Since the push for universal background checks in Congress is looking increasingly likely to end in abject failure for gun control activists, the anti-gun movement is now casting about for their next quixotic quest to impose new restrictions on the right to keep and bear arms. Over at Vox, reporter German Lopez thinks he’s found the new shiny object for those opposed to our Second Amendment rights: mandatory gun licenses for all legal gun owners.

Before we get to why Lopez is off-base with his proposal, we should acknowledge the fact that he’s actually provided some helpful stats for those opposed to gun bans and universal background check proposals.

For one, the evidence on the effects of universal background checks and assault weapons bans is pretty weak. Several studies in recent years have found that universal background checks, at least on their own, don’t seem to have a big effect on gun deaths.
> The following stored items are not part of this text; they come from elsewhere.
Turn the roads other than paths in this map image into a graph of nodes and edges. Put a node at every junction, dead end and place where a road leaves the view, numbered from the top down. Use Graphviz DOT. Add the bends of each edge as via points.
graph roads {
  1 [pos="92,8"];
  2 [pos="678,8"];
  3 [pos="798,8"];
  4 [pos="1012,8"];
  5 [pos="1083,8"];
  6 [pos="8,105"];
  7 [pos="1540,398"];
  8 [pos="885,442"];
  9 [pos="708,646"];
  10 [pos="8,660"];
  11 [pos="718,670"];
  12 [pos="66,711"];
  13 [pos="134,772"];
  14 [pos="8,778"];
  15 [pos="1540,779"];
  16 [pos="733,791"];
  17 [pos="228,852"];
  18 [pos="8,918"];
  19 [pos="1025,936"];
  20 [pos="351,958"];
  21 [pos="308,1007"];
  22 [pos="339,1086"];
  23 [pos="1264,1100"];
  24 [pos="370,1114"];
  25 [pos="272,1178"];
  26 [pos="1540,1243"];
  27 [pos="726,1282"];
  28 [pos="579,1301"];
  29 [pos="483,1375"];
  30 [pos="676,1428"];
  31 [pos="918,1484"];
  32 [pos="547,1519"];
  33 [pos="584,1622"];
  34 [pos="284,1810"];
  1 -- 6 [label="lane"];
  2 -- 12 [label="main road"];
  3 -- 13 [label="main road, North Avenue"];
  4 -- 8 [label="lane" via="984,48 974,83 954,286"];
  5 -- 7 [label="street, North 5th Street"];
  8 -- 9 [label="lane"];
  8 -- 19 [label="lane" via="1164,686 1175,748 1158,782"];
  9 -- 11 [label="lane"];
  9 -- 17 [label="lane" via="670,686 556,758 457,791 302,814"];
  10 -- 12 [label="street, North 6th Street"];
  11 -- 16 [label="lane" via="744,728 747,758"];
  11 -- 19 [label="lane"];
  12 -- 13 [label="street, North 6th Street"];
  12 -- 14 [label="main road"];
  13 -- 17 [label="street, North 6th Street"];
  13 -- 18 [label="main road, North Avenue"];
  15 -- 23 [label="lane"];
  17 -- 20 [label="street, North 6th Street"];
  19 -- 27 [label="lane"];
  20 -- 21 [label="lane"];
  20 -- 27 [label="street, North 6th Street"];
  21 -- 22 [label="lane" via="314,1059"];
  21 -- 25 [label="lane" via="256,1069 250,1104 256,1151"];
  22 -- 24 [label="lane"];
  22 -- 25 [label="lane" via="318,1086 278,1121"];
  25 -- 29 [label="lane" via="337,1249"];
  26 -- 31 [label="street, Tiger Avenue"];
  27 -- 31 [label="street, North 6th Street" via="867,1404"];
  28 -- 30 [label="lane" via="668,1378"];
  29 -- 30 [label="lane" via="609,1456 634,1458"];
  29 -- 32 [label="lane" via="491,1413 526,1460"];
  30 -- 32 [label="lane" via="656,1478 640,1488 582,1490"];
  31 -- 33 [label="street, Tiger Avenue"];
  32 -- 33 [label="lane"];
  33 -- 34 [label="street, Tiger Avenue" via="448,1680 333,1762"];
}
Similarly, the research on assault weapons bans, including the national ban that Biden helped pass in 1994, found they have little effect on gun violence, largely because the vast majority of such violence is committed with handguns.

Lopez goes on to argue that gun licensing laws, on the other hand, have been shown to reduce homicides. For evidence, Lopez links to a study from the Bloomberg School of Public Health at Johns Hopkins University which purports that Connecticut’s gun licensing law led to a 40% decline in homicides, though the study neglects to point out that homicides across the country were declining over the same time period, including in states without gun licensing laws on the books.
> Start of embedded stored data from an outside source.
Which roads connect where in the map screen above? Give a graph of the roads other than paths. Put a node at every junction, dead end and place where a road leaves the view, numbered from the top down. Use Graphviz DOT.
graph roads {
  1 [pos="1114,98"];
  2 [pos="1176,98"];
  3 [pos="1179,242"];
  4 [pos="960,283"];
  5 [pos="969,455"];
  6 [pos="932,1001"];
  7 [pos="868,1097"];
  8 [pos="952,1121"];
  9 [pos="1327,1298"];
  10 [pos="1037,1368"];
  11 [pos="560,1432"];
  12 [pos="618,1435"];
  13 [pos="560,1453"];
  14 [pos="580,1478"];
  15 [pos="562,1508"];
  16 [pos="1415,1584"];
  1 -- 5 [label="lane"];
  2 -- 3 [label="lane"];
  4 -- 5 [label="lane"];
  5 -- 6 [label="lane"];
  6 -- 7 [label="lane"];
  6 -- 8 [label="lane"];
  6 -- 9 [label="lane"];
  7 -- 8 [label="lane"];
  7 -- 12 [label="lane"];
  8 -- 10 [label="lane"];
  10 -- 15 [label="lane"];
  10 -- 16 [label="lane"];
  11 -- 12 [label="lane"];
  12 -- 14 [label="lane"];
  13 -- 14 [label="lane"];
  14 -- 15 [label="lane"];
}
The model for gun licensing laws, according to Lopez, is Massachusetts, where “obtaining a permit requires going through a multi-step process involving interviews with police, background checks, a gun safety training course, and more. Even if a person passes all of that, the local police chief can deny an application anyway. That creates more points at which an applicant can be identified as too dangerous to own a gun; it makes getting and owning a gun harder.”
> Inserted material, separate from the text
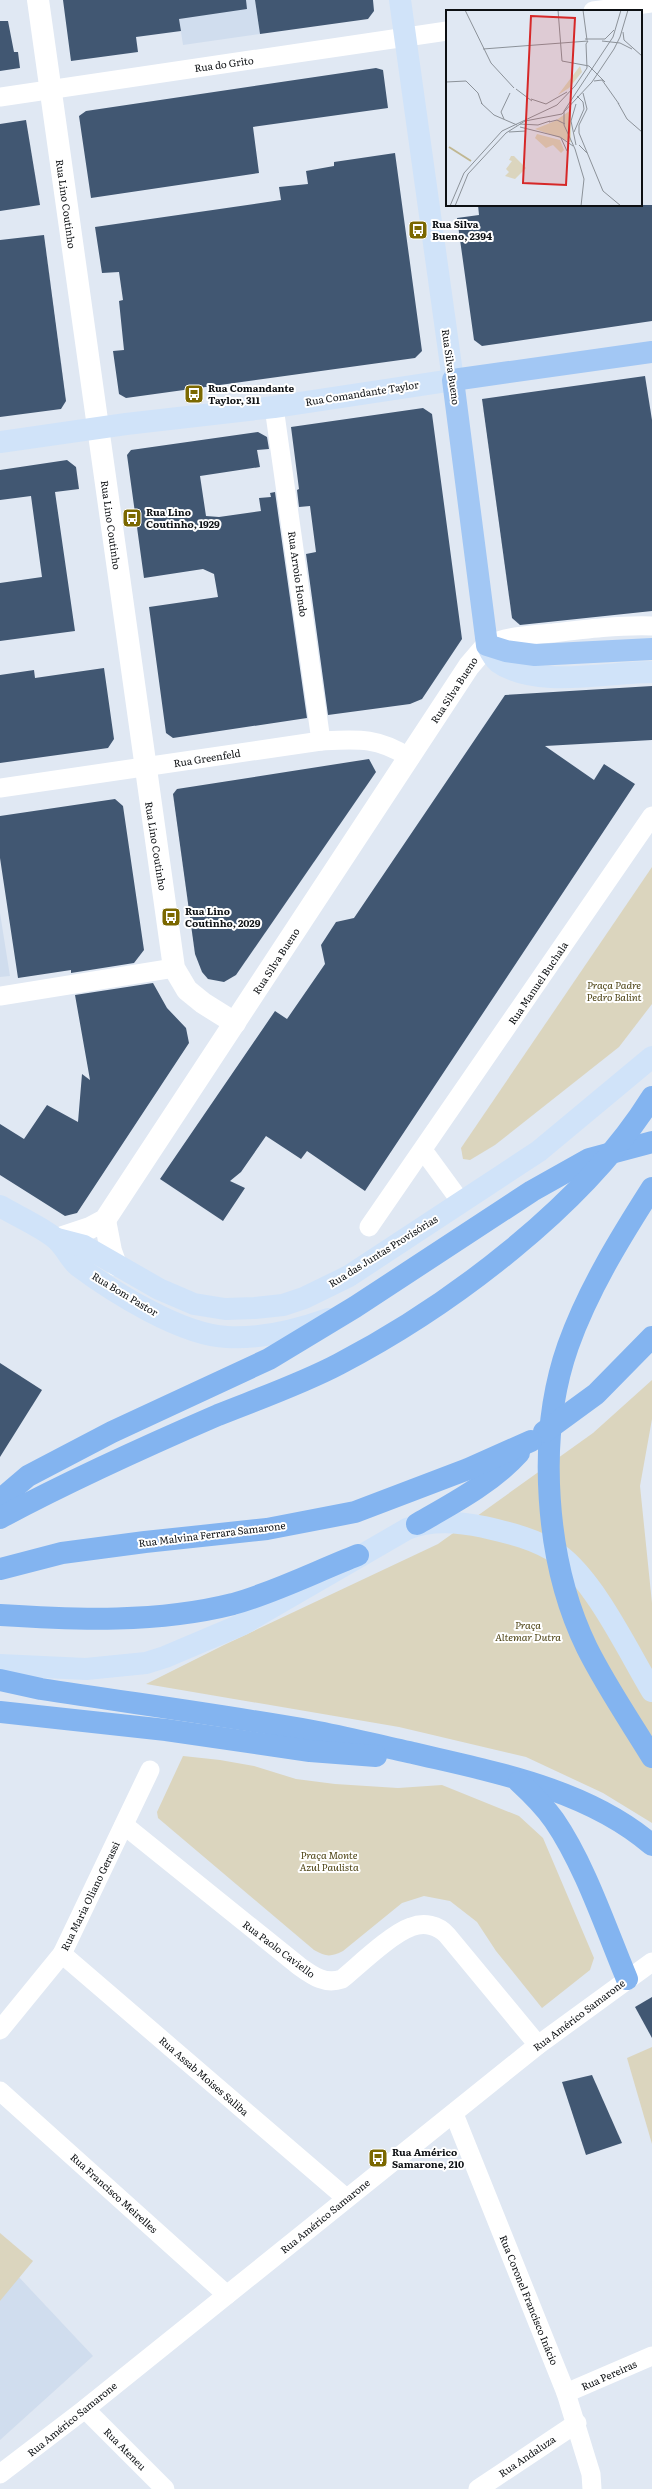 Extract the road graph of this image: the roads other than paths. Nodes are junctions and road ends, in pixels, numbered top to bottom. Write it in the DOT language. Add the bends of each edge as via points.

I find it highly amusing that Lopez is arguing for giving the police broad discretion in deciding who gets to exercise their right to keep and bear arms, given that he’s previously declared that our policing system is inherently racist in practice.

In the case of police, all cops are dealing with enormous cultural and systemic forces that build racial bias against minority groups. Even if a black cop doesn’t view himself as racist, the way policing is done in the US is racially skewed — by, for example, targeting high-crime neighborhoods that are predominantly black.

These policing tactics can also create and accentuate personal, subconscious bias by increasing the likelihood that officers will relate blackness with criminality or danger — leading to what psychologists call “implicit bias” against black Americans.

Combined, this means the system as a whole — as well as individual officers, even black ones — by and large act in ways that are deeply racially skewed and, potentially, racist.

Hmmm. What should we make of the fact that German Lopez believes that police enforce the law in a “racially skewed manner”, and he also believes that police should have sweeping authority to decide who gets permission to own a gun? I’m not going to suggest that Lopez himself would be fine with the disproportionate impact that his gun licensing scheme would have on Black and Brown gun owners, but I don’t think he’s really thought through his own positions to their logical conclusion.

Well, consider this food for thought, German. Whether you like it or not, if the system of policing is racially skewed, then giving police the ultimate authority to pick and choose who can exercise their Second Amendment rights is going to lead to some racially disparate outcomes. In fact, in North Carolina, where everyone who wants to buy a handgun must first obtain a pistol purchase permit from their local police chief or sheriff, a recent study concluded that Black applicants in Wake County were three times less likely to get a purchase permit than White applicants.

Lopez might view that as an acceptable outcome if it could lead to less violent crime, but I see it as racist remnant of the Jim Crow era that needs to disappear, and certainly shouldn’t be expanded to other states or imposed at the federal level.